An old letter from Sancti Spíritus
A short essay composed in 2013 about Cuban agroecology from the deep archives
In 2013, I visited some Cuban farms to report on if and how the country’s renowned agroecological production might be altered by a slow slip into the market economy. While I was there, I visited one of the more famous agroecological lighthouse farms. I was so impressed by the full power of agroecology on display that I composed a small piece that I was told to be published in a science communication series as part of a statewide news outlet. They never ran the series and I never followed through with shopping it around to a different publisher.
I was looking for pictures of the visit for a talk I am preparing and I stumbled upon the piece. In one way the essay is indicative that I’m still working on the same main research theme: Agroecology provides a clear alternative to problems of the industrial and corporate food system. This is true even while eco-modernists pursue a “flight forward” to some kind of super efficiency through precision techniques and technology enabled productivity. What is holding agroecology back?
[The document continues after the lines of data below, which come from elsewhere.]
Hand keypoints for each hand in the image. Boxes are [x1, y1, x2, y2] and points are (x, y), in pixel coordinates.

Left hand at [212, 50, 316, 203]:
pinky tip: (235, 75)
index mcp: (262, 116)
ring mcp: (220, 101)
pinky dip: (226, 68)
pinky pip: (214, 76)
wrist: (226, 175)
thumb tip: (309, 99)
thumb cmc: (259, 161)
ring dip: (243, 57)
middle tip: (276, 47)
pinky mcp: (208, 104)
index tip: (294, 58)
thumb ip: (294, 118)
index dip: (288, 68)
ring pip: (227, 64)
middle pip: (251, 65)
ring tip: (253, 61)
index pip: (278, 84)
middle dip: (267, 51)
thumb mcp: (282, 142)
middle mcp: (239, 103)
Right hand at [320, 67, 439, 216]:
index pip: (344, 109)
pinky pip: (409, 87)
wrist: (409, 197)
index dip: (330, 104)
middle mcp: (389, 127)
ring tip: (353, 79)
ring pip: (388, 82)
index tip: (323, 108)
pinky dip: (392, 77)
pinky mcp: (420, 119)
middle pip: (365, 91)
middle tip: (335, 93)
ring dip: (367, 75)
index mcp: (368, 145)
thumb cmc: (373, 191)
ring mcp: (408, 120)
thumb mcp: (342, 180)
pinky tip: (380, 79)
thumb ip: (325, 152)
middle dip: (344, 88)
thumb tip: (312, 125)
On the other hand the letter reveals an older weakness to my analysis. It suggests that if research and storytelling can show how the techniques of agroecology are superior—for ecology, for livelihoods, for the climate—then powerful actors will take them up. This is the everlasting, but harmful “knowledge deficit” approach in full force.
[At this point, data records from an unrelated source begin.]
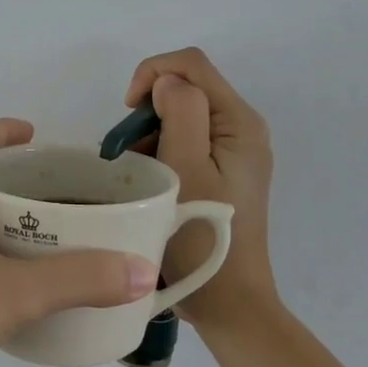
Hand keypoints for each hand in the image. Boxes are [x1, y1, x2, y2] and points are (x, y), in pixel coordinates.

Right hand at [124, 48, 277, 331]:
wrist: (228, 301)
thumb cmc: (201, 235)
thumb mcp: (187, 168)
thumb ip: (181, 112)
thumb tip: (166, 82)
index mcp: (239, 121)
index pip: (190, 65)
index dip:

We should be enamored (as I was) by the observed harmonious potential of agroecology. But there is an overvaluing of the technocratic aspects of alternative agriculture. Prairie strips, hedgerows, mobile chicken coops, drone mediated pest management, robot strawberry harvesters … the list goes on. For an alternative food system to survive and scale, we have to be more critical about the reasons that good techniques are not politically favored. This is the lesson this unearthed dispatch from Cuba and my older more naïve self confirms.
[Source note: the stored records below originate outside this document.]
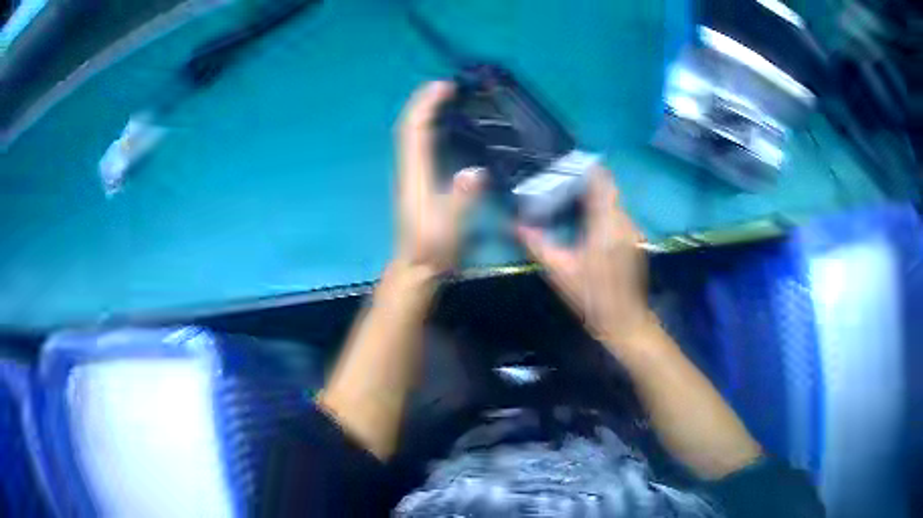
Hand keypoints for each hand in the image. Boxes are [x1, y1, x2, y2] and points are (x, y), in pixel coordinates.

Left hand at [395, 81, 482, 277]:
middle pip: (410, 126)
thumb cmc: (433, 249)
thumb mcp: (450, 228)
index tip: (445, 86)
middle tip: (447, 85)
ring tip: (446, 97)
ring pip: (412, 134)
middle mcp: (409, 169)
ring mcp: (411, 175)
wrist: (417, 268)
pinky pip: (419, 145)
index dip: (426, 105)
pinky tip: (444, 126)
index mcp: (415, 175)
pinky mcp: (417, 181)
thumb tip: (476, 172)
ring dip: (425, 111)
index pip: (415, 130)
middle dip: (424, 101)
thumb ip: (462, 200)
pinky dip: (429, 127)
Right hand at [516, 168, 653, 346]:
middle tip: (560, 183)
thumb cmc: (591, 297)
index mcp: (606, 224)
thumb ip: (537, 245)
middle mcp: (623, 221)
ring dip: (595, 196)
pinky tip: (587, 221)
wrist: (624, 321)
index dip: (585, 168)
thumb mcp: (560, 271)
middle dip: (586, 182)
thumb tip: (515, 225)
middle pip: (608, 188)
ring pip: (614, 201)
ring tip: (571, 198)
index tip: (564, 166)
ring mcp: (632, 230)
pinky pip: (618, 214)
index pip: (601, 180)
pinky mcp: (635, 240)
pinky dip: (603, 210)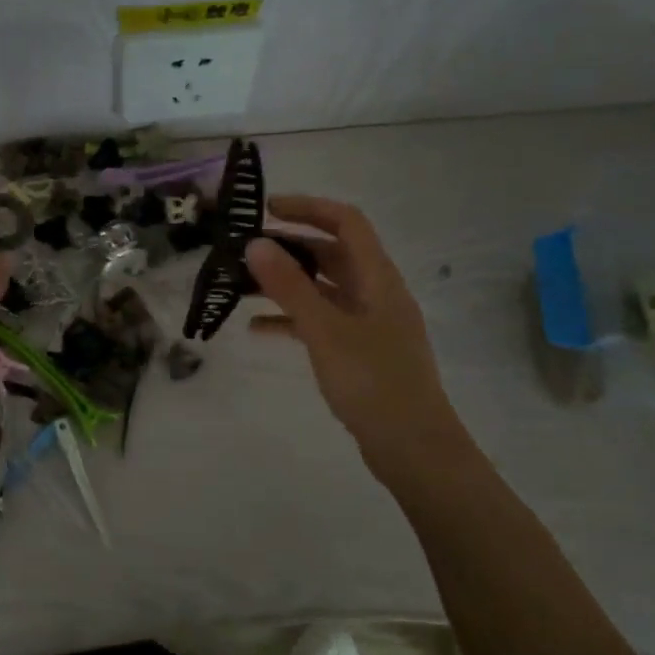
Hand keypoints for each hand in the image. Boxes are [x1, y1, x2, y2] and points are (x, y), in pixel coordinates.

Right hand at [246, 195, 466, 475]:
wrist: (412, 447)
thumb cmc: (372, 381)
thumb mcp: (325, 330)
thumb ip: (289, 287)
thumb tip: (255, 244)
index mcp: (378, 278)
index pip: (345, 222)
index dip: (308, 208)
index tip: (266, 209)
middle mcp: (375, 292)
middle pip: (331, 253)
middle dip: (289, 247)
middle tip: (244, 250)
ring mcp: (368, 323)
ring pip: (322, 289)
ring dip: (286, 284)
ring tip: (242, 287)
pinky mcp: (358, 351)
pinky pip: (320, 322)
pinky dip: (291, 319)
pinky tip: (257, 329)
On to the essay from 2013:
Cuba’s lessons for the future of agriculture
The message from the United Nations Food and Agriculture Organization is clear: A 2009 report calls for a 70% increase in global food production in order to feed the projected 9.1 billion people by the year 2050. The Gates Foundation has responded to this need, paying out $264.5 million to date in grant funds towards a new “Green Revolution” in select African nations.
Before falling in with the “feed the world argument”, I wanted to visit an agricultural system that demonstrated impressive yields, but bore little resemblance to the dominant industrial farming model: not dependent on agrochemicals, bioengineered crops, or modern technology. I needed to go to Cuba, where a US trade embargo and collapse of the Soviet bloc forced a limited availability of imported agricultural machinery and petrochemicals.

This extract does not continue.